TEMPO/Bismo Agung
Infografis
Faisal Basri Menilai Sikap BPK Plinplan
TEMPO Interaktif, Jakarta -Pengamat Ekonomi Faisal Basri menyatakan bahwa dirinya meragukan sikap Badan Pemeriksa Keuangan soal hasil investigasi audit aliran dana Bank Century yang terkesan plinplan.
"Dulu tidak ada salah apa-apa, hasil audit sebelumnya (dengan nilai) wajar tanpa syarat," ujarnya kepada Tempo, Kamis (17/12). Ramai diberitakan, hasil audit investigasi BPK atas kasus Century menyatakan, sebagian kucuran dana penyertaan modal sementara Lembaga Penjamin Simpanan kepada Century tak berdasar hukum.
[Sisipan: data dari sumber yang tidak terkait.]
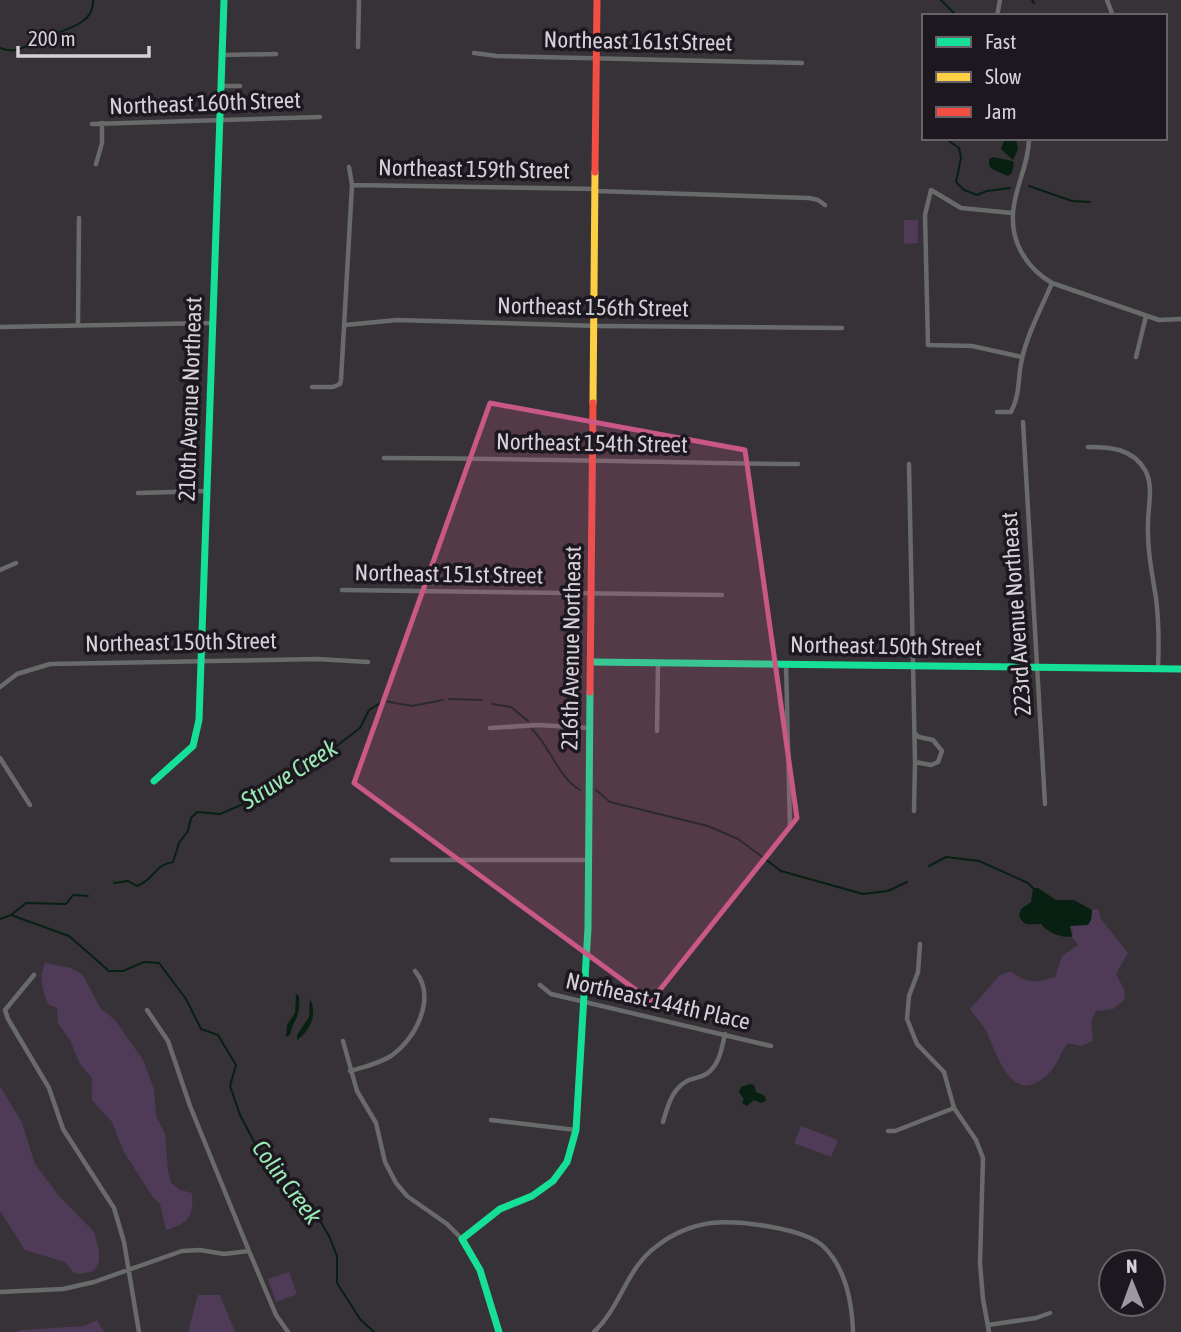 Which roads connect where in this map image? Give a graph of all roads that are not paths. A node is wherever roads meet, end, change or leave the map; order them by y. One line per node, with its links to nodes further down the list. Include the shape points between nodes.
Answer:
1 (224, 0): 7 (street, 210th Avenue Northeast)
2 (359, 0): 4 (street)
3 (597, 0): 8 (street, 216th Avenue Northeast)
4 (358, 47)
5 (474, 53): 8 (street, Northeast 161st Street)
6 (276, 54): 7 (street)
7 (222, 55): 10 (street, 210th Avenue Northeast)
8 (597, 57): 9 (street, Northeast 161st Street); 20 (street, 216th Avenue Northeast)
9 (802, 63)
10 (222, 86): 11 (street); 13 (street, 210th Avenue Northeast)
11 (240, 86)
12 (320, 117): 13 (street, Northeast 160th Street)
13 (220, 121): 15 (street, Northeast 160th Street); 27 (street, 210th Avenue Northeast)
14 (92, 124): 15 (street, Northeast 160th Street)
15 (102, 124): 17 (street)
16 (1029, 140): 22 (street)
17 (96, 164)
18 (349, 167): 19 (street)
19 (352, 185): 20 (street, Northeast 159th Street); 29 (street)
20 (596, 190): 21 (street, Northeast 159th Street, via 809,198); 30 (street, 216th Avenue Northeast)
21 (825, 205)
22 (1012, 213): 24 (street, via 1022,254); 33 (street, via 961,208 931,190 925,215 928,345 972,346)
23 (79, 218): 28 (street)
24 (1052, 283): 25 (street); 33 (street)
25 (1146, 316): 26 (street); 34 (street)
26 (1181, 319)
27 (212, 323): 28 (street); 43 (street, 210th Avenue Northeast)
28 (78, 325): 31 (street)
29 (345, 325): 30 (street, Northeast 156th Street, via 397,320); 35 (street, via 340,384)
30 (594, 325): 32 (street, Northeast 156th Street); 40 (street, 216th Avenue Northeast)
31 (0, 327)
32 (842, 328)
33 (1022, 357): 36 (street, via 1014,405 1006,414)
34 (1136, 357)
35 (312, 387)
36 (997, 412)
37 (1023, 422): 56 (street, 223rd Avenue Northeast)
38 (1088, 447): 57 (street, via 1129,453 1149,478 1147,536 1157,610)
39 (384, 458): 40 (street, Northeast 154th Street)
40 (593, 460): 41 (street, Northeast 154th Street); 48 (street, 216th Avenue Northeast)
41 (799, 464)
42 (909, 464): 55 (street)
43 (206, 491): 44 (street); 53 (street, 210th Avenue Northeast)
44 (138, 493)
45 (16, 563): 46 (street)
46 (0, 570)
47 (342, 590): 48 (street, Northeast 151st Street)
48 (592, 594): 49 (street, Northeast 151st Street); 51 (street, 216th Avenue Northeast)
49 (722, 595)
50 (368, 662): 53 (street, Northeast 150th Street)
51 (591, 662): 52 (street, Northeast 150th Street); 61 (street, 216th Avenue Northeast)
52 (658, 662): 54 (street, Northeast 150th Street); 62 (street)
53 (200, 663): 59 (street, Northeast 150th Street, via 50,664 17,674); 66 (street, 210th Avenue Northeast, via 199,720 193,746)
54 (786, 663): 55 (street, Northeast 150th Street); 70 (street)
55 (911, 666): 56 (street, Northeast 150th Street); 63 (street)
56 (1038, 667): 57 (street, Northeast 150th Street); 67 (street, 223rd Avenue Northeast)
57 (1158, 669): 58 (street, Northeast 150th Street)
58 (1181, 669)
59 (0, 687)
60 (490, 728): 61 (street)
61 (590, 728): 72 (street, 216th Avenue Northeast)
62 (657, 731)
63 (914, 732): 65 (street); 65 (street, via 933,740 942,751 938,762 931,765)
64 (0, 758): 68 (street)
65 (915, 762): 69 (street)
66 (154, 781)
67 (1045, 804)
68 (30, 805)
69 (914, 811)
70 (790, 827)
71 (392, 860): 72 (street)
72 (589, 860): 77 (street, 216th Avenue Northeast)
73 (920, 944): 83 (street, via 907,1019 912,1035 944,1072)
74 (415, 971): 82 (street, via 424,987 423,1004 407,1042 392,1055)
75 (34, 975): 90 (street, via 5,1010 48,1088 63,1129 114,1208)
76 (540, 985): 77 (street, Northeast 144th Place, via 551,994)
77 (584, 1002): 79 (street, Northeast 144th Place); 86 (street, 216th Avenue Northeast)
78 (148, 1010): 89 (street, via 168,1041)
79 (725, 1034): 81 (street, Northeast 144th Place); 85 (street, via 716,1065 708,1074 678,1087)
80 (343, 1041): 82 (street)
81 (771, 1046)
82 (350, 1071): 88 (street, via 376,1124 396,1184)
83 (954, 1108): 87 (street); 93 (street, via 983,1158 980,1263)
84 (491, 1120): 86 (street)
85 (663, 1122)
86 (576, 1130): 88 (street, 216th Avenue Northeast, via 567,1162 553,1181 500,1209)
87 (888, 1130)
88 (462, 1239): 96 (street, via 480,1270)
89 (249, 1251): 90 (street, via 182,1251); 95 (street)
90 (128, 1270): 91 (street, via 63,1289); 94 (street)
91 (0, 1292)
92 (1049, 1313): 93 (street)
93 (988, 1325): 99 (street)
94 (139, 1332)
95 (288, 1332)
96 (499, 1332)
97 (594, 1332): 98 (street, via 645,1255 677,1233 729,1223 800,1232 822,1245 836,1262 849,1296)
98 (853, 1332)
99 (989, 1332)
Pasalnya, itu dikucurkan setelah 18 November 2009. Faisal juga mencurigai telah terjadi ''pesanan'' atas sikap BPK yang kemudian menyatakan kucuran dana ke Century pasca 18 November lalu tak berdasar hukum.
"Ada pesanan, jadi saya agak gamang (terhadap) laporan audit ini," ujarnya. Selain itu dilihat dari anggotanya, BPK tidak kredibel karena berasal dari partai politik, "Kalau diorder sama politisi isinya ya politik semua," tukasnya.
Untuk itu, Faisal meminta masyarakat dan Dewan Perwakilan Rakyat mengkritisi BPK, karena sistem di Indonesia sendiri masih lemah. "Harus dikritisi, (kalau perlu) cek ulang." ujarnya.
Dia menilai, sikap yang diambil pemerintah dalam menyelamatkan Century merupakan sikap yang harus diputuskan meski tidak ada dasar hukumnya.
"Kita apain Century kalau tidak ada dasar hukum? Harus ada yang memutuskan. Ya risiko jabatan kalau dinilai salah," terangnya. "Kalau sesuatu tidak ada dasar hukum, mau bagaimana. Harus diambil tindakan dengan aturan yang ada yakni MoU."